* What the task asks *
Take from the material every line that contains the word "tunnel".

* Given entries *
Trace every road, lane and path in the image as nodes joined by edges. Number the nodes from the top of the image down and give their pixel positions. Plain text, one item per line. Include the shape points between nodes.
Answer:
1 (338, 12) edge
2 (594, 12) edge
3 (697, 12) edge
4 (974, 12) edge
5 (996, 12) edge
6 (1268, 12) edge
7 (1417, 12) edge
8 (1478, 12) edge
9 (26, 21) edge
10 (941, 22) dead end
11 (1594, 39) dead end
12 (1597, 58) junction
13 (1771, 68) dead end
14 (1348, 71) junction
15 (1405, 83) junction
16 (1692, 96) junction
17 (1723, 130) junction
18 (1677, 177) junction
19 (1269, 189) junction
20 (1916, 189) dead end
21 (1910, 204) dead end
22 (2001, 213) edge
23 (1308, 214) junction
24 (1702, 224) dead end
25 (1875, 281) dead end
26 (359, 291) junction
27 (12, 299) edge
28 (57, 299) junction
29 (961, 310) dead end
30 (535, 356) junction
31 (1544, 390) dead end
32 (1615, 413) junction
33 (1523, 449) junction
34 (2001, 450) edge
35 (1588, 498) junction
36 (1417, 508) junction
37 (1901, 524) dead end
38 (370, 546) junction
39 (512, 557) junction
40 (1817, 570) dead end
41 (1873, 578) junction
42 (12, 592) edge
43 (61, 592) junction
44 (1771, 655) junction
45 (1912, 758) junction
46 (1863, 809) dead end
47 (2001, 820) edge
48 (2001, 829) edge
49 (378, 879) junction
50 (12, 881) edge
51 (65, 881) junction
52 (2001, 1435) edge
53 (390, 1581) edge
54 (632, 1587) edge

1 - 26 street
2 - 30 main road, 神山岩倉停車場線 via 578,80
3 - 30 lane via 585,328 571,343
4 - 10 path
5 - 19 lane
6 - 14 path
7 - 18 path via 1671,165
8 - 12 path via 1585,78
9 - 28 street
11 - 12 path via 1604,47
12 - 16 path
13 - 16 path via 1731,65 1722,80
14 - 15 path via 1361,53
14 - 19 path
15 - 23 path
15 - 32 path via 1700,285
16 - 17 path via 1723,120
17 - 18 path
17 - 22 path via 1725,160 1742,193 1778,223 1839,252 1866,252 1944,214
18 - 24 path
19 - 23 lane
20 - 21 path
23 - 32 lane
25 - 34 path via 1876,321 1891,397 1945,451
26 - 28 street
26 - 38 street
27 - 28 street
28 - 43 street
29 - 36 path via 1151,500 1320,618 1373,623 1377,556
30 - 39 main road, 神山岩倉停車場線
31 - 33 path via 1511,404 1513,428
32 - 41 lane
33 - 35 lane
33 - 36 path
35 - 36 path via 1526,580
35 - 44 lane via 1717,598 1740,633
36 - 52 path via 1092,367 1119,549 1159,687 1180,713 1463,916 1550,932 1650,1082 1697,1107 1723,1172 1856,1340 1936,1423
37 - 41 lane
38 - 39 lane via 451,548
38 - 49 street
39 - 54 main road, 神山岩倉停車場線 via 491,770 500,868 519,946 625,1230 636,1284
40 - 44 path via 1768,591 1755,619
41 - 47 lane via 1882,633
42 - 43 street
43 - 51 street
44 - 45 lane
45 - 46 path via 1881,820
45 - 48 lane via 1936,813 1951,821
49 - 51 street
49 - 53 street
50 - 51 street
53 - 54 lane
--
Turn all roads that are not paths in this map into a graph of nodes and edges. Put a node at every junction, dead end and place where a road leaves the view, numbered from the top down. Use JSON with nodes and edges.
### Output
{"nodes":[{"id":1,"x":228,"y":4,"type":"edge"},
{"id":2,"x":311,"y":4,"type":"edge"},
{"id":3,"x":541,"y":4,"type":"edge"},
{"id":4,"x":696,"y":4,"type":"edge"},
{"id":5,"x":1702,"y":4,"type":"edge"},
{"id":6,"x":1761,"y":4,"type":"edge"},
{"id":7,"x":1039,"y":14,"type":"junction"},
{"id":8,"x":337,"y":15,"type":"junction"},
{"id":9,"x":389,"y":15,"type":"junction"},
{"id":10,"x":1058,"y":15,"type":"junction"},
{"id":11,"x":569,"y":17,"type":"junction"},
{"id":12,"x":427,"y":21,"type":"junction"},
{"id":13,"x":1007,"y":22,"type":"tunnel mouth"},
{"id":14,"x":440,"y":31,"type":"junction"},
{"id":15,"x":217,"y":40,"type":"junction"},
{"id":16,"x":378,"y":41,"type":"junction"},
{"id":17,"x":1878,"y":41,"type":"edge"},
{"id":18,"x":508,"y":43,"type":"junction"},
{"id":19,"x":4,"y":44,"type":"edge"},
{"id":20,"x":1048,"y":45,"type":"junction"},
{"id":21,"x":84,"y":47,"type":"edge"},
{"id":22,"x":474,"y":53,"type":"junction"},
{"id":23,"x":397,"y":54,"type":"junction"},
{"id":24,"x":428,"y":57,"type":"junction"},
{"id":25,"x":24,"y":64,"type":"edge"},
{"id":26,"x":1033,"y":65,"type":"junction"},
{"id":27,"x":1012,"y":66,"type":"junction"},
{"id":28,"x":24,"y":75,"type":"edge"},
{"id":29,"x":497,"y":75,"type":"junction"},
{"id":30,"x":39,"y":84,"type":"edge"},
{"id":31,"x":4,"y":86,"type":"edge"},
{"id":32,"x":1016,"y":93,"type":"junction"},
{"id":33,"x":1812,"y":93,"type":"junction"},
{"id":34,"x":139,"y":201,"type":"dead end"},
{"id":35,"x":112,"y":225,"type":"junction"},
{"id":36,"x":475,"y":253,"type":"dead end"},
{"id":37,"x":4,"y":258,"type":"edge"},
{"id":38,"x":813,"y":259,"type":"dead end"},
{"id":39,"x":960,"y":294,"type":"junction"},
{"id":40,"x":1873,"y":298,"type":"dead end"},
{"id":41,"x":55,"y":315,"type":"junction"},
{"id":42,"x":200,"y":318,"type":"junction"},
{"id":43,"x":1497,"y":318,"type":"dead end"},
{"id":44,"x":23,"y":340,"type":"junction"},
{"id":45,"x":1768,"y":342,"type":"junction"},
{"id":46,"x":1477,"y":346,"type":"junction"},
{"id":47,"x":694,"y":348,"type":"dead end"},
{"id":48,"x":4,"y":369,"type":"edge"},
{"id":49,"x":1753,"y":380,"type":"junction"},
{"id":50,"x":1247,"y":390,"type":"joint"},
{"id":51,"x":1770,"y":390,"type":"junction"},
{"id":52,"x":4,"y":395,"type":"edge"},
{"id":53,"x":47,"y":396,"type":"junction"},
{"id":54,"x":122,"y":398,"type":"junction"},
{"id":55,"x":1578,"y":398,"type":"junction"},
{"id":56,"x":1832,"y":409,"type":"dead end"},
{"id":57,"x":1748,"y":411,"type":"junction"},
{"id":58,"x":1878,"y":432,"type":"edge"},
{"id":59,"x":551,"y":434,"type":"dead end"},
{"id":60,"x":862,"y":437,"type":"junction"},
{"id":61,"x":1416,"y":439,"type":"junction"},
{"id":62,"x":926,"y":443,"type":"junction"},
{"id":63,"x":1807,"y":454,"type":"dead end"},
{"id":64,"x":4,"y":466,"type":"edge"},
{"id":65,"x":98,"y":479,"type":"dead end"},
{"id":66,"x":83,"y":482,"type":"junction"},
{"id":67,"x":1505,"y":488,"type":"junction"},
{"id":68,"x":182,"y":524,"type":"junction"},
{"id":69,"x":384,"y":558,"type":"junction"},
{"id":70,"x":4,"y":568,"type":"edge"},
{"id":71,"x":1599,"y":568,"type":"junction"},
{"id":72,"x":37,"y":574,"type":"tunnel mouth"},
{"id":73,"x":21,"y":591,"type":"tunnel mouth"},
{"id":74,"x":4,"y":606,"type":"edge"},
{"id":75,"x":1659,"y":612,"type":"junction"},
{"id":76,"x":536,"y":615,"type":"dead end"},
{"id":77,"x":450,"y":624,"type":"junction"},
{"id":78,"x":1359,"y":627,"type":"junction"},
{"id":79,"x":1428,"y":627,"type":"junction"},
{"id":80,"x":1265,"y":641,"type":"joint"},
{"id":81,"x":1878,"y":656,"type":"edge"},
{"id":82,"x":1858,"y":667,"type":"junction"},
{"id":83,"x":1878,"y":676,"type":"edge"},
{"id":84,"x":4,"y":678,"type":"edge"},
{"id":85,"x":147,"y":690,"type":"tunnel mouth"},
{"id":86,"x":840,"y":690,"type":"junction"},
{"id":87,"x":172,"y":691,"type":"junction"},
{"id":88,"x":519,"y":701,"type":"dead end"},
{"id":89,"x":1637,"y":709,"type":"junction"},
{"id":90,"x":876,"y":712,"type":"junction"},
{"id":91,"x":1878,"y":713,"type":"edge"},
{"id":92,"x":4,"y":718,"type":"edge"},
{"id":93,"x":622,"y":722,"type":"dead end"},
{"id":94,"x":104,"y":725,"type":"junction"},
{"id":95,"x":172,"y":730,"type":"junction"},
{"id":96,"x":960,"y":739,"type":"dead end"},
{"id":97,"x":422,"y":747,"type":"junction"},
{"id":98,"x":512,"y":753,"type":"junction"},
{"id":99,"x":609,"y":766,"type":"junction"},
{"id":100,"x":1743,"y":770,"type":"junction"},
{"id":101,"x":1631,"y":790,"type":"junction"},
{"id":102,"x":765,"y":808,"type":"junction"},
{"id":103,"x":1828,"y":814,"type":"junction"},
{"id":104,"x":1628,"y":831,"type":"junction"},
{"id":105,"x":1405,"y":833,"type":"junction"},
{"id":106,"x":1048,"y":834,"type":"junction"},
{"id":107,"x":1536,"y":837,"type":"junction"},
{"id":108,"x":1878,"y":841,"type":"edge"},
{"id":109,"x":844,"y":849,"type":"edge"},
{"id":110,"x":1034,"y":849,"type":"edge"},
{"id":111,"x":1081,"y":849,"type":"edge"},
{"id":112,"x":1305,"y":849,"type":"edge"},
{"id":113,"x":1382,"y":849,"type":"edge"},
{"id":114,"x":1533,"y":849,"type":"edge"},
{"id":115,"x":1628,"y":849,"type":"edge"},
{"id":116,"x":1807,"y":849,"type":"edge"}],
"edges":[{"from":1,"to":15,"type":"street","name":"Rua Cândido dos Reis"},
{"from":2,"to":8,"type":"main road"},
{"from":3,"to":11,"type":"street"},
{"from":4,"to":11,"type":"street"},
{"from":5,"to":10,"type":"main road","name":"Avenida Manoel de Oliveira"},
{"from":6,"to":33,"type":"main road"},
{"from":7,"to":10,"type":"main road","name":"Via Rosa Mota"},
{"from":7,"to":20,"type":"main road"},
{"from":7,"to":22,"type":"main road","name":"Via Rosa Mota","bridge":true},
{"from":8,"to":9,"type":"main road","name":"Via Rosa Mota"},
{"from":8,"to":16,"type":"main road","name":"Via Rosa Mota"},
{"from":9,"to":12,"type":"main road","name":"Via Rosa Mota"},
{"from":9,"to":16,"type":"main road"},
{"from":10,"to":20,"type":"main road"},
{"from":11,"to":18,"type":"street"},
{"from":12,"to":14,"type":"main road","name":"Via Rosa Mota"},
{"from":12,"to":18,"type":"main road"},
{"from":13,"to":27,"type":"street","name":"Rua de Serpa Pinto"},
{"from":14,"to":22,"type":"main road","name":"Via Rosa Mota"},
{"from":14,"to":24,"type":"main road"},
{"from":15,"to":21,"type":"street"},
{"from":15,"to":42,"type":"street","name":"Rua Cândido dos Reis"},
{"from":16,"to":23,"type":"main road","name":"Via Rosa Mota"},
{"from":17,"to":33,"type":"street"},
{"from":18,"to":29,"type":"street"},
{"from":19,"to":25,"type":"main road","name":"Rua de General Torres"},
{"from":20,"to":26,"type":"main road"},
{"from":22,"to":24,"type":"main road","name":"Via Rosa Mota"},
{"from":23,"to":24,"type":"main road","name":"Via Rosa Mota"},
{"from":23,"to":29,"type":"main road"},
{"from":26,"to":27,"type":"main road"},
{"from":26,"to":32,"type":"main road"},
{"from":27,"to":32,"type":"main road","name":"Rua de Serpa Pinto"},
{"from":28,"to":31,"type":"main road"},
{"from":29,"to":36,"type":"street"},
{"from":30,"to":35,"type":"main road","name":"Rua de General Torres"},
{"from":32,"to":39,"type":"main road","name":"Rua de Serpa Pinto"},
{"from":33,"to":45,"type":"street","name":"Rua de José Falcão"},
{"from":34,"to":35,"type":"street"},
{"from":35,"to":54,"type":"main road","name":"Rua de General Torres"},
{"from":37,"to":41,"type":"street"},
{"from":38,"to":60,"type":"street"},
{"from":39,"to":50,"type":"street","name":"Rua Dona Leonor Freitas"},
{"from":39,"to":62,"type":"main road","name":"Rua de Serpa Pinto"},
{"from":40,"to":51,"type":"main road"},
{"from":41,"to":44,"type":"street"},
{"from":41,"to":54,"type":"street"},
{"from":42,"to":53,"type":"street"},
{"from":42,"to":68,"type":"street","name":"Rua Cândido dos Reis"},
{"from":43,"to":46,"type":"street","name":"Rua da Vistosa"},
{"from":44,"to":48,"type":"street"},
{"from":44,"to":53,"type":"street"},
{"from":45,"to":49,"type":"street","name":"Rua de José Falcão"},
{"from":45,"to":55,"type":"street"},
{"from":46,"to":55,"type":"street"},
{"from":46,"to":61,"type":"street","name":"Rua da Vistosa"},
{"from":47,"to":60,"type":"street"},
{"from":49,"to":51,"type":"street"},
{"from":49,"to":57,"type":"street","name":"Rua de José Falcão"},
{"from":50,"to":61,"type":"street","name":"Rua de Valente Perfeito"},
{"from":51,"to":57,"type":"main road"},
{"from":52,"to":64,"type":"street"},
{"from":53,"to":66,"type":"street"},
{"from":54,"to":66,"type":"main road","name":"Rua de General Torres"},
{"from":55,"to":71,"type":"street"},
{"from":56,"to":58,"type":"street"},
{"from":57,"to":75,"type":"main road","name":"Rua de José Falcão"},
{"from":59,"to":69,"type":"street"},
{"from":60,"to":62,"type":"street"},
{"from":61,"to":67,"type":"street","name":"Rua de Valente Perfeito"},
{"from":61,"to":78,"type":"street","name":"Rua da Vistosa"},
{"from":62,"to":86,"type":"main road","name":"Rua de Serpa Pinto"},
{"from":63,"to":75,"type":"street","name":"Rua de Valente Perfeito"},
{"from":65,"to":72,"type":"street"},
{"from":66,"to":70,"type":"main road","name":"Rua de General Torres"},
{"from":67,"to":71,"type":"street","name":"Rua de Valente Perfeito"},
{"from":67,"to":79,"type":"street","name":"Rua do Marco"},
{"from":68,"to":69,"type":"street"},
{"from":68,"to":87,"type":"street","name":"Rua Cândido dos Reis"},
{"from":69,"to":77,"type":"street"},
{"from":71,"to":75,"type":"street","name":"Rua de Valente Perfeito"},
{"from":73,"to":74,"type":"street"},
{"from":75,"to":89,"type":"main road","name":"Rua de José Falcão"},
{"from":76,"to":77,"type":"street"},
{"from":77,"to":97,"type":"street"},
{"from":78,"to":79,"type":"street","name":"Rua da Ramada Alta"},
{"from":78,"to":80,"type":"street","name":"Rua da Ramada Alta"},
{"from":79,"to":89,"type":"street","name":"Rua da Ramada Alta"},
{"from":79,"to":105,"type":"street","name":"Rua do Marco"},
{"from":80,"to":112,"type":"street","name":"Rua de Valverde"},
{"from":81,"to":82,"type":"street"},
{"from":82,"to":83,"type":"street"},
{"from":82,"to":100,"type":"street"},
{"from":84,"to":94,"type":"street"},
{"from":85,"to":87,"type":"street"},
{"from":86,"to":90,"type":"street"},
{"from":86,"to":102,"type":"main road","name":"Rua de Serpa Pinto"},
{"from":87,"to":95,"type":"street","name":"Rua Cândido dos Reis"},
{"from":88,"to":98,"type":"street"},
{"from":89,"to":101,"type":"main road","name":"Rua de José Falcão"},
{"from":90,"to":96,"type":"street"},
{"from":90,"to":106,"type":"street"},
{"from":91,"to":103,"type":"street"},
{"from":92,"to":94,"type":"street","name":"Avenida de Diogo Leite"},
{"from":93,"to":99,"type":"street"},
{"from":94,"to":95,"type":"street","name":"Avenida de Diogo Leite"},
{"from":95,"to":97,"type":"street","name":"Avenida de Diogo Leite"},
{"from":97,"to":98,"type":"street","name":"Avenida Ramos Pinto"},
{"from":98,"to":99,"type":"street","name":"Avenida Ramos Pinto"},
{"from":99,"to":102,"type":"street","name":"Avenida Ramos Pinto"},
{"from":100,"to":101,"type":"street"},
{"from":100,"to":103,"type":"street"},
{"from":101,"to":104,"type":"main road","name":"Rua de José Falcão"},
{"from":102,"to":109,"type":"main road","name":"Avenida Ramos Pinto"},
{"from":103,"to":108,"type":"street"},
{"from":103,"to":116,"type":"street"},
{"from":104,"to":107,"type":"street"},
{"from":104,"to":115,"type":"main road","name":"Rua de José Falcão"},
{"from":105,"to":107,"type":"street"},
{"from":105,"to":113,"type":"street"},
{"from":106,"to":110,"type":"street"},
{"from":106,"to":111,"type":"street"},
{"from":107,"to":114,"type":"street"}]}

* Output for this task *
{"id":13,"x":1007,"y":22,"type":"tunnel mouth"},
{"id":72,"x":37,"y":574,"type":"tunnel mouth"},
{"id":73,"x":21,"y":591,"type":"tunnel mouth"},
{"id":85,"x":147,"y":690,"type":"tunnel mouth"},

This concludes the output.